Dan yang lain lagi mengadu tentang kekeringan kebunnya maka beliau mengatakan pula kepadanya,”beristighfarlah kepada Allah!”
Dan kamipun menganjurkan demikian kepada orang tersebut
Maka
Hasan Al-Bashri menjawab:”Aku tidak mengatakan hal itu dari diriku
sendiri.tetapi sungguh Allah telah berfirman dalam surat Nuh [ayat
10-12].” [Jami’ Liahkamil Quran 18/302, Darul Kutub Al-Mishriyah, kairo, cet. Ke-2, 1348 H, Asy-Syamilah]

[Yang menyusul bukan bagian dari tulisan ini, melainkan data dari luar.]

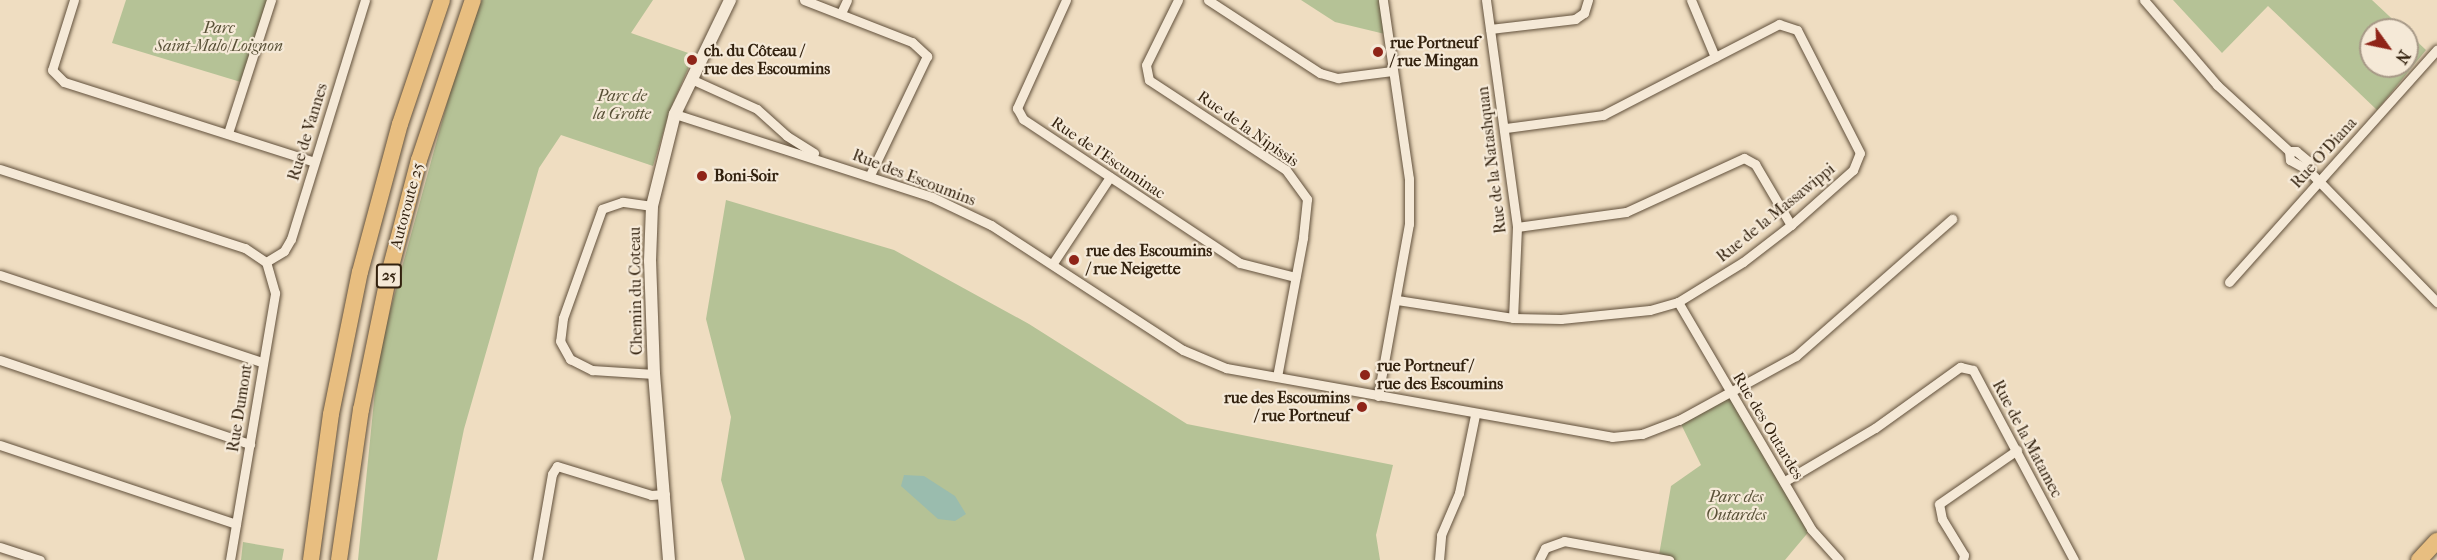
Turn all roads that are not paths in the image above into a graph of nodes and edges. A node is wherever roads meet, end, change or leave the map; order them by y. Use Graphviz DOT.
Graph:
graph roads {
  1 [pos="74,0"];
  2 [pos="271,0"];
  3 [pos="365,0"];
  4 [pos="442,0"];
  5 [pos="473,0"];
  6 [pos="730,0"];
  7 [pos="804,0"];
  8 [pos="847,0"];
  9 [pos="1178,0"];
  10 [pos="1208,0"];
  11 [pos="1383,0"];
  12 [pos="1486,0"];
  13 [pos="1588,0"];
  14 [pos="1691,0"];
  15 [pos="2144,0"];
  16 [pos="1063,1"];
  17 [pos="841,13"];
  18 [pos="1490,29"];
  19 [pos="2437,49"];
  20 [pos="1715,57"];
  21 [pos="1392,71"];
  22 [pos="691,79"];
  23 [pos="675,114"];
  24 [pos="1505,128"];
  25 [pos="228,133"];
  26 [pos="826,160"];
  27 [pos="314,162"];
  28 [pos="0,169"];
  29 [pos="870,175"];
  30 [pos="1110,177"];
  31 [pos="2319,181"];
  32 [pos="652,206"];
  33 [pos="1952,219"];
  34 [pos="1791,225"];
  35 [pos="1516,226"];
  36 [pos="266,262"];
  37 [pos="1053,263"];
  38 [pos="0,275"];
  39 [pos="1295,278"];
  40 [pos="2231,279"];
  41 [pos="1398,300"];
  42 [pos="1678,302"];
  43 [pos="2437,302"];
  44 [pos="1513,318"];
  45 [pos="0,360"];
  46 [pos="262,362"];
  47 [pos="654,374"];
  48 [pos="1277,377"];
  49 [pos="1728,391"];
  50 [pos="1378,396"];
  51 [pos="1475,415"];
  52 [pos="250,444"];
  53 [pos="0,445"];
  54 [pos="2017,450"];
  55 [pos="1785,481"];
  56 [pos="665,494"];
  57 [pos="236,524"];
  58 [pos="2437,541"];
  59 [pos="0,547"];
  60 [pos="40,560"];
  61 [pos="230,560"];
  62 [pos="311,560"];
  63 [pos="339,560"];
  64 [pos="537,560"];
  65 [pos="669,560"];
  66 [pos="1439,560"];
  67 [pos="1539,560"];
  68 [pos="1670,560"];
  69 [pos="1839,560"];
  70 [pos="1963,560"];
  71 [pos="2074,560"];
  72 [pos="2420,560"];
  1 -- 25 [label="street"];
  2 -- 25 [label="street"];
  3 -- 27 [label="street, Rue de Vannes"];
  4 -- 62 [label="highway, Autoroute 25 / 25"];
  5 -- 63 [label="highway, Autoroute 25 / 25"];
  6 -- 22 [label="street, Chemin du Coteau"];
  7 -- 17 [label="street"];
  8 -- 17 [label="street"];
  9 -- 39 [label="street, Rue de la Nipissis"];
  10 -- 21 [label="street"];
  11 -- 21 [label="street"];
  12 -- 18 [label="street, Rue de la Natashquan"];
  13 -- 18 [label="street"];
  14 -- 20 [label="street"];
  15 -- 31 [label="street"];
  16 -- 30 [label="street, Rue de l'Escuminac"];
  17 -- 29 [label="street"];
  18 -- 24 [label="street, Rue de la Natashquan"];
  19 -- 31 [label="street, Rue O'Diana"];
  20 -- 24 [label="street, Rue de la Massawippi"];
  20 -- 34 [label="street, Rue de la Massawippi"];
  21 -- 41 [label="street"];
  22 -- 23 [label="street, Chemin du Coteau"];
  22 -- 26 [label="street, Rue des Escoumins"];
  23 -- 26 [label="street, Rue des Escoumins"];
  23 -- 32 [label="street, Chemin du Coteau"];
  24 -- 35 [label="street, Rue de la Natashquan"];
  25 -- 27 [label="street"];
  26 -- 29 [label="street, Rue des Escoumins"];
  27 -- 36 [label="street, Rue de Vannes"];
  28 -- 36 [label="street"];
  29 -- 37 [label="street, Rue des Escoumins"];
  30 -- 37 [label="street"];
  30 -- 39 [label="street, Rue de l'Escuminac"];
  31 -- 40 [label="street, Rue O'Diana"];
  31 -- 43 [label="street"];
  32 -- 47 [label="street, Chemin du Coteau"];
  32 -- 47 [label="street"];
  33 -- 49 [label="street, Rue des Escoumins"];
  34 -- 35 [label="street"];
  34 -- 42 [label="street, Rue de la Massawippi"];
  35 -- 44 [label="street, Rue de la Natashquan"];
  36 -- 46 [label="street, Rue Dumont"];
  37 -- 48 [label="street, Rue des Escoumins"];
  38 -- 46 [label="street"];
  39 -- 48 [label="street, Rue de la Nipissis"];
  41 -- 44 [label="street, Rue de la Massawippi"];
  41 -- 50 [label="street"];
  42 -- 44 [label="street, Rue de la Massawippi"];
  42 -- 49 [label="street, Rue des Outardes"];
  45 -- 52 [label="street"];
  46 -- 52 [label="street, Rue Dumont"];
  47 -- 56 [label="street, Chemin du Coteau"];
  48 -- 50 [label="street, Rue des Escoumins"];
  49 -- 51 [label="street, Rue des Escoumins"];
  49 -- 55 [label="street, Rue des Outardes"];
  50 -- 51 [label="street, Rue des Escoumins"];
  51 -- 66 [label="street"];
  52 -- 57 [label="street, Rue Dumont"];
  53 -- 57 [label="street"];
  54 -- 55 [label="street, Rue de la Matamec"];
  54 -- 70 [label="street"];
  54 -- 71 [label="street, Rue de la Matamec"];
  55 -- 69 [label="street, Rue des Outardes"];
  56 -- 64 [label="street"];
  56 -- 65 [label="street, Chemin du Coteau"];
  57 -- 61 [label="street, Rue Dumont"];
  58 -- 72 [label="highway"];
  59 -- 60 [label="street"];
  67 -- 68 [label="street"];
}
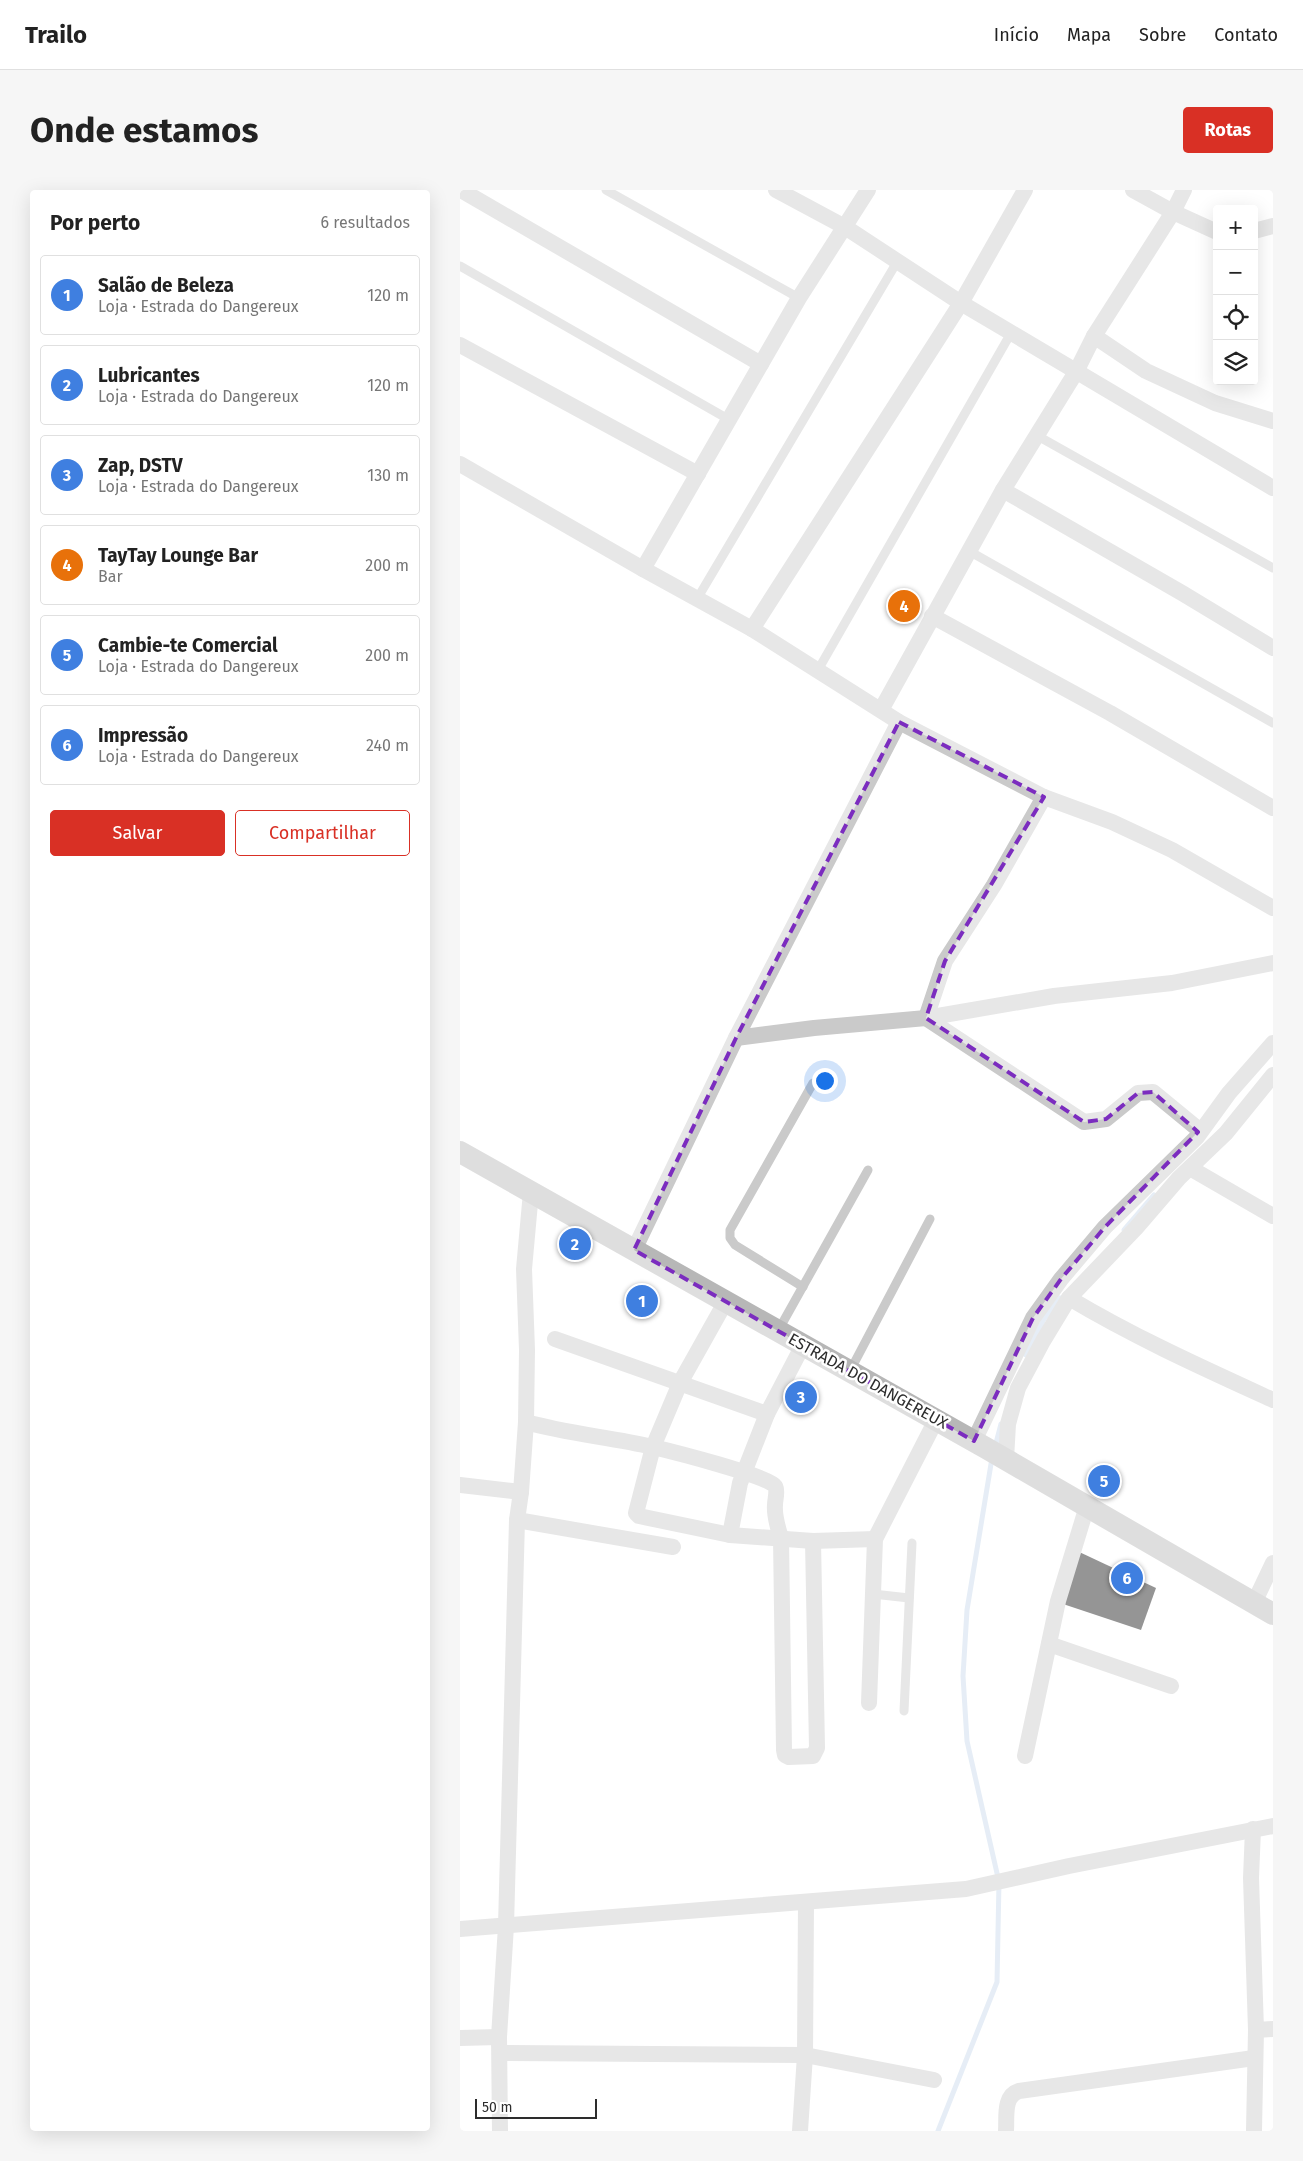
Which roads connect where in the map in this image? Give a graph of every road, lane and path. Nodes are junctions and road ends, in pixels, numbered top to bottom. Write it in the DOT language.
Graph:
graph roads {
  1 [pos="461,190"];
  2 [pos="606,190"];
  3 [pos="776,190"];
  4 [pos="868,190"];
  5 [pos="1025,190"];
  6 [pos="1133,190"];
  7 [pos="1184,190"];
  8 [pos="1173,212"];
  9 [pos="1273,226"];
  10 [pos="845,227"];
  11 [pos="1213,230"];
  12 [pos="1258,230"];
  13 [pos="897,262"];
  14 [pos="460,266"];
  15 [pos="799,298"];
  16 [pos="961,303"];
  17 [pos="1011,333"];
  18 [pos="1094,336"];
  19 [pos="460,345"];
  20 [pos="761,364"];
  21 [pos="1076,372"];
  22 [pos="728,419"];
  23 [pos="1273,421"];
  24 [pos="1036,435"];
  25 [pos="460,464"];
  26 [pos="698,474"];
  27 [pos="1273,488"];
  28 [pos="1003,490"];
  29 [pos="969,551"];
  30 [pos="1273,568"];
  31 [pos="643,569"];
  32 [pos="697,599"];
  33 [pos="932,616"];
  34 [pos="752,629"];
  35 [pos="1273,648"];
  36 [pos="818,670"];
  37 [pos="881,710"];
  38 [pos="899,722"];
  39 [pos="1273,723"];
  40 [pos="1044,797"];
  41 [pos="1273,808"];
  42 [pos="1273,908"];
  43 [pos="1273,963"];
  44 [pos="926,1018"];
  45 [pos="736,1038"];
  46 [pos="1273,1043"];
  47 [pos="1273,1075"];
  48 [pos="813,1083"];
  49 [pos="1198,1132"];
  50 [pos="460,1152"];
  51 [pos="1190,1168"];
  52 [pos="868,1170"];
  53 [pos="531,1192"];
  54 [pos="1273,1216"];
  55 [pos="930,1219"];
  56 [pos="634,1250"];
  57 [pos="803,1287"];
  58 [pos="1068,1298"];
  59 [pos="726,1301"];
  60 [pos="778,1331"];
  61 [pos="555,1339"];
  62 [pos="803,1345"];
  63 [pos="850,1371"];
  64 [pos="680,1383"];
  65 [pos="1273,1400"];
  66 [pos="767,1414"];
  67 [pos="936,1420"];
  68 [pos="526,1422"];
  69 [pos="653,1447"];
  70 [pos="992,1452"];
  71 [pos="746,1472"];
  72 [pos="460,1485"];
  73 [pos="522,1492"];
  74 [pos="1088,1506"];
  75 [pos="517,1520"];
  76 [pos="730,1535"];
  77 [pos="781,1538"];
  78 [pos="875,1539"];
  79 [pos="813,1541"];
  80 [pos="912,1543"];
  81 [pos="673,1547"];
  82 [pos="1273,1563"];
  83 [pos="873,1594"];
  84 [pos="910,1598"];
  85 [pos="1254,1603"];
  86 [pos="1273,1614"];
  87 [pos="1049,1644"];
  88 [pos="1171,1686"];
  89 [pos="869,1703"];
  90 [pos="904,1711"];
  91 [pos="1025,1756"];
  92 [pos="1273,1826"];
  93 [pos="1253,1829"];
  94 [pos="806,1903"];
  95 [pos="506,1926"];
  96 [pos="460,1930"];
  97 [pos="1273,2029"];
  98 [pos="1256,2030"];
  99 [pos="460,2038"];
  100 [pos="500,2045"];
  101 [pos="805,2055"];
  102 [pos="1254,2058"];
  103 [pos="934,2080"];
  104 [pos="500,2131"];
  105 [pos="800,2131"];
  106 [pos="1006,2131"];
  107 [pos="1254,2131"];
  1 -- 20 [label="street"];
  2 -- 15 [label="lane"];
  3 -- 10 [label="street"];
  4 -- 10 [label="street"];
  5 -- 16 [label="street"];
  6 -- 8 [label="street"];
  7 -- 8 [label="street"];
  8 -- 11 [label="street"];
  8 -- 18 [label="street"];
  9 -- 12 [label="street"];
  10 -- 13 [label="street"];
  10 -- 15 [label="street"];
  13 -- 16 [label="street"];
  13 -- 32 [label="lane"];
  14 -- 22 [label="lane"];
  15 -- 20 [label="street"];
  16 -- 17 [label="street"];
  16 -- 34 [label="street"];
  17 -- 21 [label="street"];
  17 -- 36 [label="lane"];
  18 -- 21 [label="street"];
  18 -- 23 [label="street"];
  19 -- 26 [label="street"];
  20 -- 22 [label="street"];
  21 -- 24 [label="street"];
  21 -- 27 [label="street"];
  22 -- 26 [label="street"];
  24 -- 28 [label="street"];
  24 -- 30 [label="lane"];
  25 -- 31 [label="street"];
  26 -- 31 [label="street"];
  28 -- 29 [label="street"];
  28 -- 35 [label="street"];
  29 -- 33 [label="street"];
  29 -- 39 [label="lane"];
  31 -- 32 [label="street"];
  32 -- 34 [label="street"];
  33 -- 37 [label="street"];
  33 -- 41 [label="street"];
  34 -- 36 [label="street"];
  36 -- 37 [label="street"];
  37 -- 38 [label="street"];
  38 -- 40 [label="street"];
  38 -- 45 [label="street"];
  40 -- 42 [label="street"];
  40 -- 44 [label="street"];
  43 -- 44 [label="street"];
  44 -- 45 [label="street"];
  44 -- 49 [label="street"];
  45 -- 56 [label="street"];
  46 -- 49 [label="street"];
  47 -- 51 [label="street"];
  48 -- 57 [label="lane"];
  49 -- 70 [label="street"];
  50 -- 53 [label="main road, ESTRADA DO DANGEREUX"];
  51 -- 54 [label="street"];
  51 -- 58 [label="street"];
  52 -- 57 [label="lane"];
  53 -- 56 [label="main road, ESTRADA DO DANGEREUX"];
  53 -- 68 [label="street"];
  55 -- 63 [label="lane"];
  56 -- 59 [label="main road, ESTRADA DO DANGEREUX"];
  57 -- 60 [label="lane"];
  58 -- 65 [label="street"];
  58 -- 70 [label="street"];
  59 -- 60 [label="main road, ESTRADA DO DANGEREUX"];
  59 -- 64 [label="street"];
  60 -- 62 [label="main road, ESTRADA DO DANGEREUX"];
  61 -- 64 [label="street"];
  62 -- 63 [label="main road, ESTRADA DO DANGEREUX"];
  62 -- 66 [label="street"];
  63 -- 67 [label="main road, ESTRADA DO DANGEREUX"];
  64 -- 66 [label="street"];
  64 -- 69 [label="street"];
  66 -- 71 [label="street"];
  67 -- 70 [label="main road, ESTRADA DO DANGEREUX"];
  67 -- 78 [label="street"];
  68 -- 69 [label="street"];
  68 -- 73 [label="street"];
  69 -- 71 [label="street"];
  69 -- 76 [label="street"];
  70 -- 74 [label="main road, ESTRADA DO DANGEREUX"];
  71 -- 76 [label="street"];
  71 -- 77 [label="street"];
  72 -- 73 [label="street"];
  73 -- 75 [label="street"];
  74 -- 85 [label="main road, ESTRADA DO DANGEREUX"];
  74 -- 87 [label="street"];
  75 -- 81 [label="street"];
  75 -- 95 [label="street"];
  76 -- 77 [label="street"];
  77 -- 79 [label="street"];
  77 -- 79 [label="street"];
  78 -- 79 [label="street"];
  78 -- 83 [label="street"];
  80 -- 84 [label="lane"];
  82 -- 85 [label="street"];
  83 -- 84 [label="lane"];
  83 -- 89 [label="street"];
  84 -- 90 [label="lane"];
  85 -- 86 [label="main road, ESTRADA DO DANGEREUX"];
  87 -- 88 [label="street"];
  87 -- 91 [label="street"];
  92 -- 93 [label="street"];
  93 -- 94 [label="street"];
  93 -- 98 [label="street"];
  94 -- 95 [label="street"];
  94 -- 101 [label="street"];
  95 -- 96 [label="street"];
  95 -- 100 [label="street"];
  97 -- 98 [label="street"];
  98 -- 102 [label="street"];
  99 -- 100 [label="street"];
  100 -- 101 [label="street"];
  100 -- 104 [label="street"];
  101 -- 103 [label="street"];
  101 -- 105 [label="street"];
  102 -- 106 [label="street"];
  102 -- 107 [label="street"];
}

Jangan lalai juga berdzikir
Kita sepertinya lupa juga dengan anjuran berdzikir, padahal ini adalah perbuatan yang sangat mudah.
Dari Abu Hurairah radhiallahu ‘anhu, dari Nabi shallallahu ‘alaihi wa sallam, beliau bersabda,
كَلِمَتَانِ
خَفِيفَتَانِ عَلَى اللِّسَانِ ، ثَقِيلَتَانِ فِى الْمِيزَانِ ،
حَبِيبَتَانِ إِلَى الرَّحْمَنِ سُبْحَانَ اللَّهِ وَبِحَمْدِهِ ،
سُبْحَانَ اللَّهِ الْعَظِيمِ
“Dua kalimat yang ringan di lisan, namun berat ditimbangan,
dan disukai Ar Rahman yaitu “Subhanallah wa bi hamdih, subhanallahil
‘azhim” (Maha Suci Allah dan segala puji bagi-Nya. Maha Suci Allah Yang
Maha Agung). [HR. Bukhari no. 6682 dan Muslim no. 2694]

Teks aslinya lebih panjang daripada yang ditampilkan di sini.